Periodic Reporting for period 2 - OPTONEUROCHEM (Genetically encoded sensors for imaging neurochemical dynamics in vivo)
Reporting period: 2022-08-01 to 2024-01-31
To aid our understanding of neural communication, along with continuous improvements in neuroimaging technologies, a range of new molecular tools needs to be developed and deployed. Genetically encoded fluorescent sensors, such as the widely utilized calcium sensors GCaMPs, occupy the center stage, due to their ideal properties for in vivo imaging and their flexible combination with the most advanced imaging modalities.
Standing on the shoulders of these giants, recent developments by us and others led to the first genetically encoded indicators for dopamine (dLight1), a key neuromodulator best known for its roles in reward and motivation.
These ultrasensitive probes are built by engineering a single fluorescent protein (circularly permutated Green Fluorescent Protein) into G-protein coupled receptors (GPCRs).
Our team is interested in continuing the optimization and expansion of this neurotechnology toolbox, to shine a new light on the in vivo dynamics of diverse neuromodulatory molecules involved in neural communication. Our goal is to reveal previously hidden aspects of neural communication in intact living animals. Ultimately, the biological findings enabled by the new tools we propose to develop are expected to translate into new and improved therapeutic approaches for several neurological and neuropsychiatric disorders.
Within this context, we are pursuing the following overall objectives:
1) Development of novel high-quality sensors for chemical neuromodulators (i.e. monoamines, neuropeptides, neurohormones), optimized for in vitro and in vivo imaging with high sensitivity;
2) Deployment of these sensors in brain slices and awake behaving animals to investigate the spatial and temporal scales of neuromodulatory signals, as well as their relationship with neural circuit activity and animal behavior.

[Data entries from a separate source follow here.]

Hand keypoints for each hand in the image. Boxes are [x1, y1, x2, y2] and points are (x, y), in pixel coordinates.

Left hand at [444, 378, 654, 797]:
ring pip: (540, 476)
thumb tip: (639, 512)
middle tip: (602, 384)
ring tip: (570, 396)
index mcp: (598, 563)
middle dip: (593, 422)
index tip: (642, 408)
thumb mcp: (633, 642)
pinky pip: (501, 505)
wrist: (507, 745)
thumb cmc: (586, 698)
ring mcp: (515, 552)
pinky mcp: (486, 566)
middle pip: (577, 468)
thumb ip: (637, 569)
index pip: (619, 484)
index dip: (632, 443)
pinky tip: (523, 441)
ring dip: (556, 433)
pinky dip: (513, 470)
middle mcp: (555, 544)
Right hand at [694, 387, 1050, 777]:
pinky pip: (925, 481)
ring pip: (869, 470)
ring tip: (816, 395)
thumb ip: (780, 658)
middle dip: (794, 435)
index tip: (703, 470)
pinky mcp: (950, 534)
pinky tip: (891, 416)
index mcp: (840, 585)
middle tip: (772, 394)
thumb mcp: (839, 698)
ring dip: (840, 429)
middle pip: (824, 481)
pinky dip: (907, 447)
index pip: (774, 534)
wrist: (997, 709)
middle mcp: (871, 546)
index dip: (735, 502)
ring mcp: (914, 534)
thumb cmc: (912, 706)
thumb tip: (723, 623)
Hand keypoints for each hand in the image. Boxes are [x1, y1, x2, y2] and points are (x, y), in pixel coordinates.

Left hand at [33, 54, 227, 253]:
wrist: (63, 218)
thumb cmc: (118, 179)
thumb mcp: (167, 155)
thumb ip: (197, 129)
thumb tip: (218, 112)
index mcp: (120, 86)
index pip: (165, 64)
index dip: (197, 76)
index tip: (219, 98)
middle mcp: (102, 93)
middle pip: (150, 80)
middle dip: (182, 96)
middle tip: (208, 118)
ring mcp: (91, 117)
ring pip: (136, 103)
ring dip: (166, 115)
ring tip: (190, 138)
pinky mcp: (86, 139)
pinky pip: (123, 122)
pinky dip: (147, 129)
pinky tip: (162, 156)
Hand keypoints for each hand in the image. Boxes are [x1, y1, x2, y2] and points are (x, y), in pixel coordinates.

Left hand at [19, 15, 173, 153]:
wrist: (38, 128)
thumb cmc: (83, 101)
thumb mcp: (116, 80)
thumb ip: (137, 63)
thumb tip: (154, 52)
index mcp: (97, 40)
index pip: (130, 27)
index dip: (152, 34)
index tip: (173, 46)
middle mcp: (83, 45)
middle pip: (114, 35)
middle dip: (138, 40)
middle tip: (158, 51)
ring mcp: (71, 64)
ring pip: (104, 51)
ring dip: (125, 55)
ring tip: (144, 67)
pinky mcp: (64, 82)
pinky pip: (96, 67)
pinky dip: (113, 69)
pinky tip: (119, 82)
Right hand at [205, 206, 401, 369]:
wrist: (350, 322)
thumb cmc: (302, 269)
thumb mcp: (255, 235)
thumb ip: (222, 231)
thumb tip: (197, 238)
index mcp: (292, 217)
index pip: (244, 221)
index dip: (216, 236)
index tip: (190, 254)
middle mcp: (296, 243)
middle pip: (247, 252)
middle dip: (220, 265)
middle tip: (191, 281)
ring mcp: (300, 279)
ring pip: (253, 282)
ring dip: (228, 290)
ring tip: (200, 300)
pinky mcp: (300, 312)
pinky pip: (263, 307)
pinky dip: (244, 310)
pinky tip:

Orexins/hypocretins are neuropeptides carrying out critical neuromodulatory functions in the brain. Normally, they regulate arousal, wakefulness, motivation and appetite. Defects in the release or sensing of orexin neuropeptides cause, both in humans and in animals, a sleep disorder called narcolepsy. Affected individuals suffer from overwhelming daytime drowsiness and often exhibit cataplexic states, in which they remain conscious but are unable to control body movement.
Through our work in the context of this ERC-funded research, we developed a genetically encoded fluorescent biosensor that enables us for the first time to study orexin action and release mechanisms directly in the brain of living animals with high spatial and temporal resolution.
The new orexin biosensor named "OxLight1" is based on a specially designed green fluorescent protein integrated into one of the human orexin receptors. Engineering the receptor with this fluorescent protein makes it visible under the microscope. When the neuropeptide binds to this sensor it makes it "light up". OxLight1 thus offers practically a real-time outlook on orexin release.
We used this new biosensor to investigate the relationship between neuronal activity and neuropeptide release in living animals (mice), one of the most pressing and long-sought questions in neurophysiology that remained elusive until now.
By combining photometry imaging of orexin dynamics and neuronal activity recordings to score the sleep status of the animals, we observed for the first time that a rapid drop in orexin levels occurs during REM sleep of the mice. Further work with colleagues from the Istituto Italiano di Tecnologia in Italy, experts in two-photon microscopy, revealed another so far unknown process: spatially-localized orexin fluctuations occurring in the somatosensory cortex upon awakening from anesthesia.
Photocaged orexin-B:
We introduced the first photocaged orexin-B derivative (photo-OXB). Since OXB lacks functionalizable amino acids in its biologically relevant C-terminal region, we developed an approach for C-terminal photocaging of peptides, which should be directly applicable to other peptides that activate their cognate receptor via their C terminus. We demonstrated the compatibility between optical uncaging of OXB and biosensor imaging and used all-optical assays to functionally characterize photo-OXB light sensitivity and bioactivity. Finally, we showed that photo-OXB can be used for light-controlled activation of endogenous orexin receptors ex vivo by demonstrating the effect of its uncaging on the membrane potential of medium spiny neurons in acute brain slices. We expect that the photo-OXB tool described here will be rapidly adopted to investigate the multifaceted functions of orexin signaling in physiological or disease contexts. In addition, the caging strategy we developed, in combination with optical biosensor assays, will be a valuable resource for the broader chemical biology community as it allows for rapid development of photocaged peptides and their optical characterization. Read the article here: https://www.cell.com/cell-chemical-biology/fulltext/S2451-9456(22)00413-5
This molecular toolbox also benefits drug discovery and preclinical validation efforts targeting orexin receptors, by making it possible to establish high-throughput screening assays for the identification of novel orexin agonists/antagonists, and to investigate the precise pharmacokinetic profiles of these drugs in vivo.